“Parent” webpage has html element: data-xwiki-reference=“xwiki:IW.Parent.WebHome” data-xwiki-document=“IW.Parent.WebHome” data-xwiki-wiki=“xwiki” data-xwiki-space=“IW.Parent” data-xwiki-page=“WebHome” data-xwiki-isnew=“false” data-xwiki-version=“1.4” data-xwiki-rest-url=“/xwiki/rest/wikis/xwiki/spaces/IW/spaces/Parent/pages/WebHome” data-xwiki-locale=“” data-xwiki-form-token=“abcd123” data-xwiki-user-reference=“xwiki:XWiki.{username}” data-xwiki-page-ready=“true”
“Child” webpage has html element: data-xwiki-reference=“xwiki:IW.Parent.Child.WebHome” data-xwiki-document=“IW.Parent.Child.WebHome” data-xwiki-wiki=“xwiki” data-xwiki-space=“IW.Parent.Child” data-xwiki-page=“WebHome” data-xwiki-isnew=“false” data-xwiki-version=“7.4” data-xwiki-rest-url=“/xwiki/rest/wikis/xwiki/spaces/IW/spaces/Parent/spaces/Child/pages/WebHome” data-xwiki-locale=“” data-xwiki-form-token=“abcd123” data-xwiki-user-reference=“xwiki:XWiki.{username}” data-xwiki-page-ready=“true”
I want to be able to on a large scale scrape through the main base_url and get all space (like “Parent”) and then scrape each space to get all the pages within (like “Child”)
So I used the REST API to attempt to do so with just “Parent”
on a more generic sense I tried to get from just the knowledge of “Parent” what “Child” is:
def get_subspaces(base_url, space_path=""):
"""
Retrieves a list of subspaces within a specified space path.
"""
url = f"{base_url}/spaces/{space_path}/spaces" # Access subspaces
response = requests.get(url, auth=HTTPBasicAuth(username, password))
if response.status_code == 200:
soup = BeautifulSoup(response.text, 'xml')
subspaces = [space.get_text() for space in soup.find_all('name') if space.get_text() != space_path] # Exclude self-reference
print(f"Subspaces in '{space_path}':", subspaces)
return subspaces
else:
print(f"Failed to retrieve subspaces. Status code: {response.status_code}")
return []
# Function to get the WebHome page for a subspace
def get_webhome_page(base_url, full_space_path):
"""
Retrieves the WebHome page content for a specified subspace.
"""
url = f"{base_url}/spaces/{full_space_path}/pages/WebHome"
response = requests.get(url, auth=HTTPBasicAuth(username, password))
if response.status_code == 200:
print(f"WebHome content for '{full_space_path}':")
print(response.text)
else:
print(f"Failed to retrieve WebHome for '{full_space_path}'. Status code: {response.status_code}")
# Main logic to retrieve subspaces and WebHome pages
main_space = "IW.Materialgruppen"
subspaces = get_subspaces(base_api_url, main_space) # Get subspaces within "Materialgruppen"
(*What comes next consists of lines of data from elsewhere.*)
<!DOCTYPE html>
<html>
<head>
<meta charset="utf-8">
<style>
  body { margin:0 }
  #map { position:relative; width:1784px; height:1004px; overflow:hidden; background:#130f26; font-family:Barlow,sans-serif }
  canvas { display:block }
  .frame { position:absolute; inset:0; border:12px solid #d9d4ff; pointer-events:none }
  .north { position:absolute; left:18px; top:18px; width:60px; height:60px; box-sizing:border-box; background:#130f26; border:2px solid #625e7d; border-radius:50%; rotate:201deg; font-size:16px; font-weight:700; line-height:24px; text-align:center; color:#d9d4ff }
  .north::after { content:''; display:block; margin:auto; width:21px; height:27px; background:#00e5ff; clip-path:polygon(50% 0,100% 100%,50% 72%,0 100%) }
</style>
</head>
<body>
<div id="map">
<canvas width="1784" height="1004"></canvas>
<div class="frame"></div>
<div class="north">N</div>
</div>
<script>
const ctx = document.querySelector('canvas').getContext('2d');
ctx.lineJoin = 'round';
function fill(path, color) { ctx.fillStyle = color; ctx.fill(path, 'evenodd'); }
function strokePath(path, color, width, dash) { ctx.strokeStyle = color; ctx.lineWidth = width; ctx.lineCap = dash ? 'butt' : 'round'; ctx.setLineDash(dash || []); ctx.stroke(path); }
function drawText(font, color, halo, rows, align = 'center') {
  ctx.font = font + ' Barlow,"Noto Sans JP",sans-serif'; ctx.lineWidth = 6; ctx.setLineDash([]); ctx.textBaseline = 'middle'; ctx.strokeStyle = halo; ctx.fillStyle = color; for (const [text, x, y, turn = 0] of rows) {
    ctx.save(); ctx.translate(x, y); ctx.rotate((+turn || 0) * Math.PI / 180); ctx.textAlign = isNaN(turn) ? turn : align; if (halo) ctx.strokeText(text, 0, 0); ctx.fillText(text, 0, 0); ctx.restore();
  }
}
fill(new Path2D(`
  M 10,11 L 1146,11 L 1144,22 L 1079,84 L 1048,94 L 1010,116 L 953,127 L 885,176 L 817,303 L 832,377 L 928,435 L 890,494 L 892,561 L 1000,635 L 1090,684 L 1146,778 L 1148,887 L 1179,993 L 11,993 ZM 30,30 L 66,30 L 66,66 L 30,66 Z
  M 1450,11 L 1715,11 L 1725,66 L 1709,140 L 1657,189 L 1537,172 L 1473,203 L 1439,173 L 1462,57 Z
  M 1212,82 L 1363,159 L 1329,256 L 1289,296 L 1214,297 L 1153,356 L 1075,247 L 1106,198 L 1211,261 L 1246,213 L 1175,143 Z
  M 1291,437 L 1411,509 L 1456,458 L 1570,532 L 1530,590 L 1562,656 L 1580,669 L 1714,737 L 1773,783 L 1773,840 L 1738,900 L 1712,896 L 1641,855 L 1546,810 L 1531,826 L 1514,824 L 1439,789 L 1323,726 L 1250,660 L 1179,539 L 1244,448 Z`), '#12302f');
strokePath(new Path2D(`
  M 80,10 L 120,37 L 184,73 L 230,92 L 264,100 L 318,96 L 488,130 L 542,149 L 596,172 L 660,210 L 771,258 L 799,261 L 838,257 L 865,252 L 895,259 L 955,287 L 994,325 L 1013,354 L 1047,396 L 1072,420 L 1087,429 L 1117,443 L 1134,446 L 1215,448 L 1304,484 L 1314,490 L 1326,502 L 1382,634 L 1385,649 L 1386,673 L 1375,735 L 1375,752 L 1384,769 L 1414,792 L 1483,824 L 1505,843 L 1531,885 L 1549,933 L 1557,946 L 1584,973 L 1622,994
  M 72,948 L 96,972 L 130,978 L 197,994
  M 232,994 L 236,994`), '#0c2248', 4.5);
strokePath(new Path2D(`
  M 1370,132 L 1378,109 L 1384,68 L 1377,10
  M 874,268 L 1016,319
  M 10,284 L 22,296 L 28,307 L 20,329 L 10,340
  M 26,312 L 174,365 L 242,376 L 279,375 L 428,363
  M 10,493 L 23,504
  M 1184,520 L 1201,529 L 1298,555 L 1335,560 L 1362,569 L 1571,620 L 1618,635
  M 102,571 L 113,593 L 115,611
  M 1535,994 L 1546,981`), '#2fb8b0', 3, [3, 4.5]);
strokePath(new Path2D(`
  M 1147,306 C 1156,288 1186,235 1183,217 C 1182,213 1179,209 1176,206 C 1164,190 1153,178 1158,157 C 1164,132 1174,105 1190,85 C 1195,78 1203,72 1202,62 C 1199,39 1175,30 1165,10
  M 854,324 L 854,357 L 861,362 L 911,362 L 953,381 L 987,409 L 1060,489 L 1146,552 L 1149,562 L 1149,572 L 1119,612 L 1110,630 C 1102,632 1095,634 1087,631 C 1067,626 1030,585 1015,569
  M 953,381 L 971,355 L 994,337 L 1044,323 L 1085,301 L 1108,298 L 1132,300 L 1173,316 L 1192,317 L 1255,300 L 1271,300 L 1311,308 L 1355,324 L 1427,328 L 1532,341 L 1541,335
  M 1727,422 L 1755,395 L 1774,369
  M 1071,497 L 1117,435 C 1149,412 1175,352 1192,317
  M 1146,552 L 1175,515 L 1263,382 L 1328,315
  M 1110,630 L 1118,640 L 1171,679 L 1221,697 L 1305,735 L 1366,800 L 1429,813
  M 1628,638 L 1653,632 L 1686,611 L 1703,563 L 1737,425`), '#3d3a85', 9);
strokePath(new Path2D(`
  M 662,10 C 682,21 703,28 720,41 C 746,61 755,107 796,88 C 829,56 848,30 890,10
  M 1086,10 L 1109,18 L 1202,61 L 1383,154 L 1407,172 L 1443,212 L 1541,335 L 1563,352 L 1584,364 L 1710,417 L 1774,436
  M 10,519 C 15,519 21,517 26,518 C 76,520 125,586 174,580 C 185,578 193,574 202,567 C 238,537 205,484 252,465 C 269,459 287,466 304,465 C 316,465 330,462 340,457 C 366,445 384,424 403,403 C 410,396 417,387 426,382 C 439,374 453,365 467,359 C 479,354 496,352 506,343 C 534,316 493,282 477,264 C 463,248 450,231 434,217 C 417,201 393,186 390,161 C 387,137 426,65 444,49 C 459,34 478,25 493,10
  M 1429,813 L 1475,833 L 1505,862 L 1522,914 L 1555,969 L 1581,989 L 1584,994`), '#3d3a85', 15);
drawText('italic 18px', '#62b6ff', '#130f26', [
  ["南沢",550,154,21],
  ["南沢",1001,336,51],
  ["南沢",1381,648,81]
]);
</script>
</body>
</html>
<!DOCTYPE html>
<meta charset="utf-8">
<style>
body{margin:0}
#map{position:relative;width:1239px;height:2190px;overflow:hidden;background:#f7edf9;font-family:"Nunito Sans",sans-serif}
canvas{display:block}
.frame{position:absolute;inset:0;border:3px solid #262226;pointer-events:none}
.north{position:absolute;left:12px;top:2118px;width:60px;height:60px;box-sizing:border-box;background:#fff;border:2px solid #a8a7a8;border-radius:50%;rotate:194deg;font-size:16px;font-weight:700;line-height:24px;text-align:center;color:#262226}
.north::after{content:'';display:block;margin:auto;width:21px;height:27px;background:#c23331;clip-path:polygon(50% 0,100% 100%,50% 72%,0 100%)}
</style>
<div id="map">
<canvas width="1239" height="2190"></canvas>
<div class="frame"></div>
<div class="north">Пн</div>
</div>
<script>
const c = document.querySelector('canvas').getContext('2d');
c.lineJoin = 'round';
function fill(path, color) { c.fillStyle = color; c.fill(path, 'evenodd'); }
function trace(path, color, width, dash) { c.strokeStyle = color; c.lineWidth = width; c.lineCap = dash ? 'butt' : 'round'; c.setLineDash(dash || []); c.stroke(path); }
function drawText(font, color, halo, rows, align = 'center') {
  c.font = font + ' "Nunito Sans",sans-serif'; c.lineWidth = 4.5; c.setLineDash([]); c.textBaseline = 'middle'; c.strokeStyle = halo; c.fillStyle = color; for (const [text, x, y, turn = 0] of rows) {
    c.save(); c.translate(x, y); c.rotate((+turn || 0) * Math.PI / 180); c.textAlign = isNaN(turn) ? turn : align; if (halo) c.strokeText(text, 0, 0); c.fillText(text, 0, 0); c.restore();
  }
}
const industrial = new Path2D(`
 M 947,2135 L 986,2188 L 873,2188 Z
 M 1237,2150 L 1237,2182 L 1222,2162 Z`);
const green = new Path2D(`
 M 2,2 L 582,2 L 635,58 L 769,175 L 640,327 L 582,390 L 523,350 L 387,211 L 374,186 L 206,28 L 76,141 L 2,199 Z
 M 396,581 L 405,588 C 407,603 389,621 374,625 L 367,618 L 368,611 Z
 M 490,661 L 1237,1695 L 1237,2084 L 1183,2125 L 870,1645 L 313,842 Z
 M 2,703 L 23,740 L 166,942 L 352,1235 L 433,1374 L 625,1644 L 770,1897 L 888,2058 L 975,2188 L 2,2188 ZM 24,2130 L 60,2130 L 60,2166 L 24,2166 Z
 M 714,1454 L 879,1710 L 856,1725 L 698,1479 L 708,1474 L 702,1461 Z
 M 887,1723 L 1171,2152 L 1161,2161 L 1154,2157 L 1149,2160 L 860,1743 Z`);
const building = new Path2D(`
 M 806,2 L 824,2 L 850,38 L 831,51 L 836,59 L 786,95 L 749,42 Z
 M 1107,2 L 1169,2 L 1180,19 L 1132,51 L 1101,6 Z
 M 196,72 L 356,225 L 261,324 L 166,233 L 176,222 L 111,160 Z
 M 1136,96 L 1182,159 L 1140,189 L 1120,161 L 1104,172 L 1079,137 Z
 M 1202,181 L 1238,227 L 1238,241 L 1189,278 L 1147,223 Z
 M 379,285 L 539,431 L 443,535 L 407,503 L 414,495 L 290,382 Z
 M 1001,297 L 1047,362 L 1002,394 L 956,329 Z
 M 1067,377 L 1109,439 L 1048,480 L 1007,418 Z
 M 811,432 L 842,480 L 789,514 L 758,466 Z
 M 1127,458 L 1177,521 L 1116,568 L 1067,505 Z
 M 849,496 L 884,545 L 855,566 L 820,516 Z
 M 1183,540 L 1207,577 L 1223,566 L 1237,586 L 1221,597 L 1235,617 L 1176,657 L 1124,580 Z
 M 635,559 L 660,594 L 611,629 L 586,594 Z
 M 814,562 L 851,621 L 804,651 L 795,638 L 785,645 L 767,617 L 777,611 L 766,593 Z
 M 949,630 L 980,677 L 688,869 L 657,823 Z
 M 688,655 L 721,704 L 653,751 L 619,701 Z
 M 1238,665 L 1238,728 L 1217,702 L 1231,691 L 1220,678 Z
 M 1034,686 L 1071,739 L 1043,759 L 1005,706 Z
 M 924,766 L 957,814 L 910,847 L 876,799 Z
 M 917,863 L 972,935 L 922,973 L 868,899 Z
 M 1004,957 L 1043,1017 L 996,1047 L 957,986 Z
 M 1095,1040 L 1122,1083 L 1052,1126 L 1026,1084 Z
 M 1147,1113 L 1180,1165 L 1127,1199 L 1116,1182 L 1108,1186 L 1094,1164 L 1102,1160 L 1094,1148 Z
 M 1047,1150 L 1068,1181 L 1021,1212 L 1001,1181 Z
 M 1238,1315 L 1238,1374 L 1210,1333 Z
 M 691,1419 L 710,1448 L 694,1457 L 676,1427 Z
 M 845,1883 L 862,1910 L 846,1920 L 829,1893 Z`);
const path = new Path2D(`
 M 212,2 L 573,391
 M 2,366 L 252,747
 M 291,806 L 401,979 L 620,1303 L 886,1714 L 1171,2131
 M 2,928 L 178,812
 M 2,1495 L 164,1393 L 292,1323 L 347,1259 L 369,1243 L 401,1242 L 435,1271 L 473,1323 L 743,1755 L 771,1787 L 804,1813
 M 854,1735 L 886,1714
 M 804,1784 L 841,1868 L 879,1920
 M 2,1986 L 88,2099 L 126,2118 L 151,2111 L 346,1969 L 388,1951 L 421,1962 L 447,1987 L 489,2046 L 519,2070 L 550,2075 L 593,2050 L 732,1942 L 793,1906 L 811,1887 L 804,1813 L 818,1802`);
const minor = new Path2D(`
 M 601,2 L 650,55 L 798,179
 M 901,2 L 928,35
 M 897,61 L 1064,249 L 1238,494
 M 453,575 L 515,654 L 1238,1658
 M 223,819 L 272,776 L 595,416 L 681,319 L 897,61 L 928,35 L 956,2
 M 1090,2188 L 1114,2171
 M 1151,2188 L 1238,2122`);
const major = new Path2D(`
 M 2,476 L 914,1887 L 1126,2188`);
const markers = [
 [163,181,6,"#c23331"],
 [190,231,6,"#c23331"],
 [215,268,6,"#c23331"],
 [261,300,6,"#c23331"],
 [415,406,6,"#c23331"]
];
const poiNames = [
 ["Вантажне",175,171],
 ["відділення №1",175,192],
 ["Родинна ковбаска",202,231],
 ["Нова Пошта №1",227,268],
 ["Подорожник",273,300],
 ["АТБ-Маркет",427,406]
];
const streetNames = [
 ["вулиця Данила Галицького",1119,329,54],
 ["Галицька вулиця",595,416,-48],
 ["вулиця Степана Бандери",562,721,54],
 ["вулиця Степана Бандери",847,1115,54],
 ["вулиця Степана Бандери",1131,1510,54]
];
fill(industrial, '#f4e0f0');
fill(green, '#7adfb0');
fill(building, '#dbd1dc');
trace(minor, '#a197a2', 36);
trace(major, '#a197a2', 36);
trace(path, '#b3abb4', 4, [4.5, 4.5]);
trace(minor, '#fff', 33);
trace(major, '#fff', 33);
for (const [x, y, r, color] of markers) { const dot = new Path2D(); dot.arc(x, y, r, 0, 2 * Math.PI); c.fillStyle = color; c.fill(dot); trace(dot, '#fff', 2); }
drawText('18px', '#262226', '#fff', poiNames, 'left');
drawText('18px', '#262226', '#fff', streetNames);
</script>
# Retrieve the WebHome page for each subspace
for subspace in subspaces:
full_space_path = f"{main_space}.{subspace}" # Construct full path
get_webhome_page(base_api_url, full_space_path)
which printed an empty list (why does it not find “Child”?)
so I used “Child” to at least check if it exists
def check_direct_subspace(base_url, main_space, subspace_name):
"""
Attempts to directly retrieve the WebHome page of a known subspace.
"""
full_space_path = f"{main_space}.{subspace_name}"
url = f"{base_url}/spaces/{full_space_path}/pages"
response = requests.get(url, auth=HTTPBasicAuth(username, password))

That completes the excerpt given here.